Led by 33-year-old Sergei Kuriokhin, Mechanics includes, in its fullest form, five rock groups, a folklore group, several well-known jazz soloists, an electronic sound group, an industrial section, a group of physicists who create effects, a theatrical cast and a string chamber orchestra. Phew! Frowned on by the authorities back home, the group can only organise concerts when they succeed in persuading someone to provide them with a venue, though I imagine the biggest difficulty would be finding a building that could fit all the buggers in at any one time.
On a crackly phone-link, Kuriokhin tells me that he’d like to develop this to the point where it included not only music, but absolutely everything that goes on in the world.

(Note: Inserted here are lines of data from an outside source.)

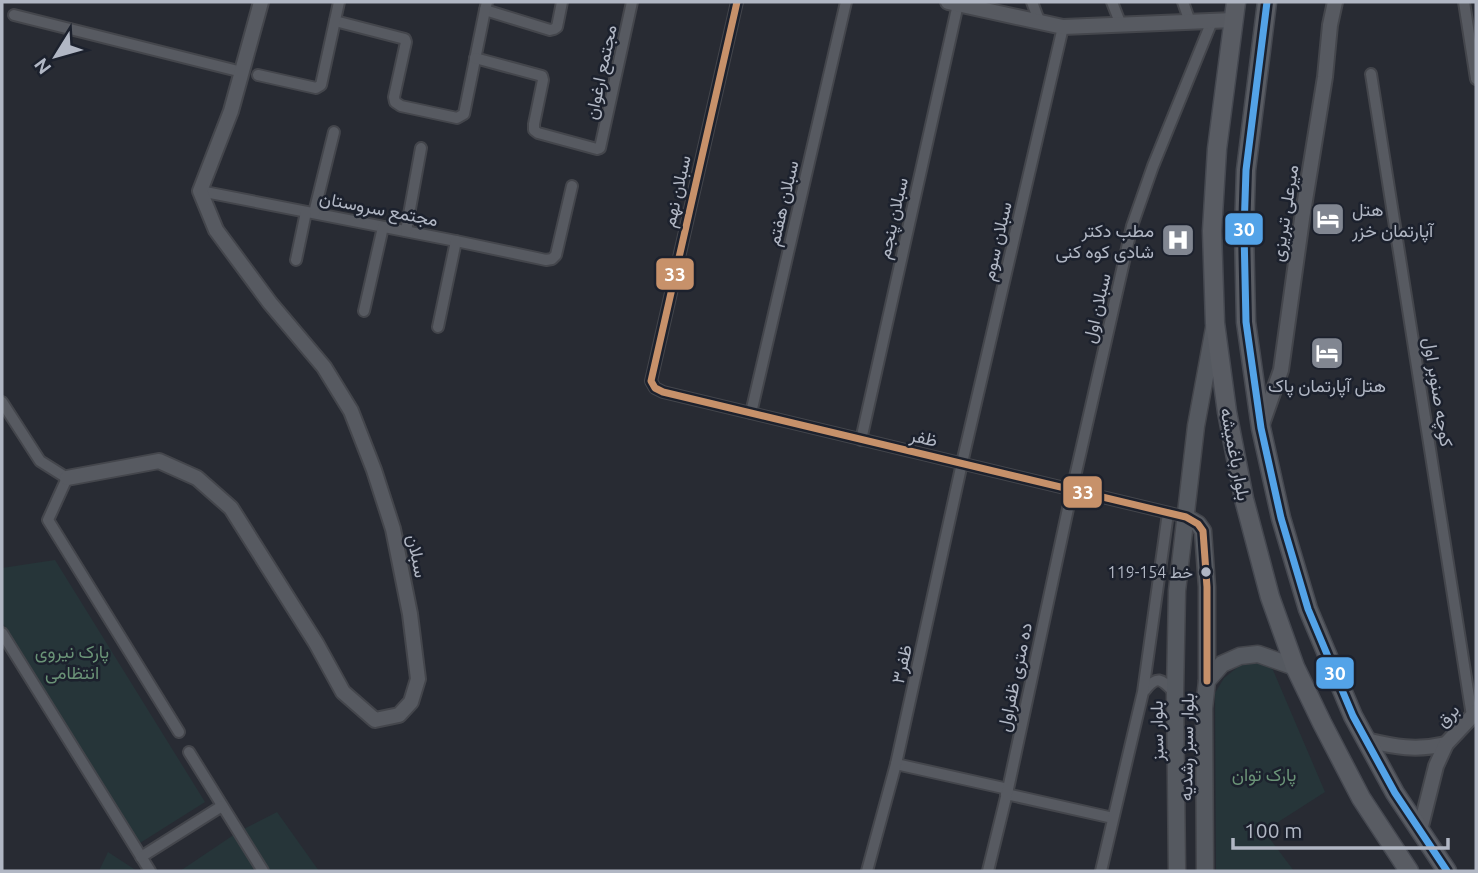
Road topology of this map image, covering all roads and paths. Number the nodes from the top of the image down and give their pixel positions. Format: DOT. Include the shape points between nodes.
graph roads {
  1 [pos="261,2"];
  2 [pos="339,2"];
  3 [pos="562,2"];
  4 [pos="632,2"];
  5 [pos="737,2"];
  6 [pos="846,2"];
  7 [pos="1032,2"];
  8 [pos="1112,2"];
  9 [pos="1183,2"];
  10 [pos="1267,2"];
  11 [pos="1335,2"];
  12 [pos="1464,2"];
  13 [pos="953,3"];
  14 [pos="486,6"];
  15 [pos="1235,11"];
  16 [pos="14,15"];
  17 [pos="335,21"];
  18 [pos="1212,21"];
  19 [pos="1190,22"];
  20 [pos="1040,23"];
  21 [pos="1121,24"];
  22 [pos="1063,27"];
  23 [pos="475,58"];
  24 [pos="242,72"];
  25 [pos="1371,74"];
  26 [pos="258,75"];
  27 [pos="1476,79"];
  28 [pos="334,132"];
  29 [pos="421,148"];
  30 [pos="572,186"];
  31 [pos="200,191"];
  32 [pos="310,212"];
  33 [pos="383,227"];
  34 [pos="406,231"];
  35 [pos="456,241"];
  36 [pos="296,260"];
  37 [pos="364,311"];
  38 [pos="1215,323"];
  39 [pos="438,327"];
  40 [pos="656,388"];
  41 [pos="2,402"];
  42 [pos="751,413"];
  43 [pos="1261,428"];
  44 [pos="861,440"];
  45 [pos="962,464"];
  46 [pos="67,478"];
  47 [pos="1072,490"];
  48 [pos="1168,513"];
  49 [pos="1186,517"];
  50 [pos="2,634"];
  51 [pos="1295,667"];
  52 [pos="1207,681"];
  53 [pos="1143,692"];
  54 [pos="1174,693"];
  55 [pos="1474,714"];
  56 [pos="179,732"];
  57 [pos="1366,740"];
  58 [pos="1446,744"];
  59 [pos="189,752"];
  60 [pos="896,764"];
  61 [pos="1007,791"];
  62 [pos="222,806"];
  63 [pos="1112,818"];
  64 [pos="1420,830"];
  65 [pos="141,857"];
  66 [pos="150,871"];
  67 [pos="263,871"];
  68 [pos="867,871"];
  69 [pos="988,871"];
  70 [pos="1101,871"];
  71 [pos="1177,871"];
  72 [pos="1205,871"];
  73 [pos="1409,871"];
  74 [pos="1447,871"];
  1 -- 24 [label="street"];
  2 -- 17 [label="street"];
  3 -- 14 [label="street" via="556,27 550,30"];
  4 -- 23 [label="street, مجتمع ارغوان" via="600,148 534,130 542,76"];
  5 -- 40 [label="street, سبلان نهم" via="651,381"];
  6 -- 42 [label="street, سبلان هفتم"];
  7 -- 20 [label="street"];
  8 -- 21 [label="street"];
  9 -- 19 [label="street"];
  10 -- 43 [label="main road, بلوار باغمیشه" via="1246,170 1244,231 1246,322"];
  11 -- 43 [label="street, میرعلی تبریزی" via="1281,370"];
  12 -- 27 [label="street"];
  13 -- 20 [label="street"];
  13 -- 44 [label="street, سبلان پنجم"];
  14 -- 23 [label="street"];
  15 -- 18 [label="street"];
  15 -- 38 [label="main road, بلوار باغمیشه" via="1213,208"];
  16 -- 24 [label="street"];
  17 -- 23 [label="street" via="405,39 394,97 401,106 461,117"];
  17 -- 26 [label="street" via="319,87"];
  18 -- 19 [label="street"];
  18 -- 47 [label="street, سبلان اول" via="1132,226"];
  19 -- 21 [label="street"];
  20 -- 22 [label="street"];
  21 -- 22 [label="street"];
  22 -- 45 [label="street, سبلان سوم"];
  24 -- 31 [label="street"];
  25 -- 55 [label="street, کوچه صنوبر اول"];
  28 -- 32 [label="street"];
  29 -- 34 [label="street"];
  30 -- 35 [label="street, مجتمع سروستان" via="552,260"];
  31 -- 32 [label="street, مجتمع سروستان"];
  31 -- 46 [label="street, سبلان" via="216,230 324,367 351,411 393,529 418,679 411,702 398,715 375,720 344,692 231,508 197,478 159,461"];
  32 -- 33 [label="street, مجتمع سروستان"];
  32 -- 36 [label="street"];
  33 -- 34 [label="street, مجتمع سروستان"];
  33 -- 37 [label="street"];
  34 -- 35 [label="street, مجتمع سروستان"];
  35 -- 39 [label="street"];
  38 -- 49 [label="main road, بلوار سبز" via="1196,426"];
  38 -- 51 [label="main road, بلوار باغمیشه" via="1244,499 1270,597"];
  40 -- 42 [label="street, ظفر"];
  41 -- 46 [label="street" via="40,461"];
  42 -- 44 [label="street, ظفر"];
  43 -- 57 [label="main road, بلوار باغمیشه" via="1308,609"];
  44 -- 45 [label="street, ظفر"];
  45 -- 47 [label="street, ظفر"];
  45 -- 60 [label="street, ظفر۳"];
  46 -- 56 [label="street" via="48,520"];
  47 -- 48 [label="street, ظفر"];
  47 -- 61 [label="street, ده متری ظفراول"];
  48 -- 49 [label="street, ظفر"];
  48 -- 53 [label="street"];
  49 -- 52 [label="main road" via="1203,531 1208,587"];
  49 -- 54 [label="main road, بلوار سبز" via="1177,591"];
  50 -- 65 [label="street"];
  51 -- 52 [label="main road, بلوار سبز رشدیه" via="1258,654 1240,656 1222,664"];
  51 -- 73 [label="main road, بلوار باغمیشه" via="1361,798"];
  52 -- 72 [label="main road, بلوار سبز رشدیه"];
  53 -- 54 [label="street" via="1156,680"];
  53 -- 63 [label="street"];
  54 -- 71 [label="main road, بلوار سبز"];
  55 -- 58 [label="street, برق"];
  57 -- 58 [label="street" via="1401,748"];
  57 -- 64 [label="main road, بلوار باغمیشه"];
  58 -- 64 [label="street"];
  59 -- 62 [label="street"];
  60 -- 61 [label="street"];
  60 -- 68 [label="street, ظفر۳"];
  61 -- 63 [label="street"];
  61 -- 69 [label="street, ده متری ظفراول"];
  62 -- 65 [label="street"];
  62 -- 67 [label="street"];
  63 -- 70 [label="street"];
  64 -- 74 [label="main road, بلوار باغمیشه"];
  65 -- 66 [label="street"];
}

“From space rockets to God knows what! I want people to come to our concerts to sit open-mouthed without understanding what’s going on, around, where, who or what they are. We’re now experimenting a great deal with physics, chemistry and zoology. I’ve always like the idea that Caligula made a horse a senator. It’s a complete repudiation of the structure of reality. So I can’t help thinking, if Caligula made a horse a senator, why can’t I bring pigs on stage?”
Why not indeed? Describing his influences as a random grab-bag of classical, Indian, Spanish, jazz, European avant-garde, traditional Soviet folk, operatic, electronic and rock, Kuriokhin says that their performance will naturally depend on their mood that particular day. “It’s never too planned out,” he explains, “and we tend to do one thing at the rehearsal and something completely different at the actual concert. I find that what I like best changes very quickly. What I like today may be different from what I like in half an hour.”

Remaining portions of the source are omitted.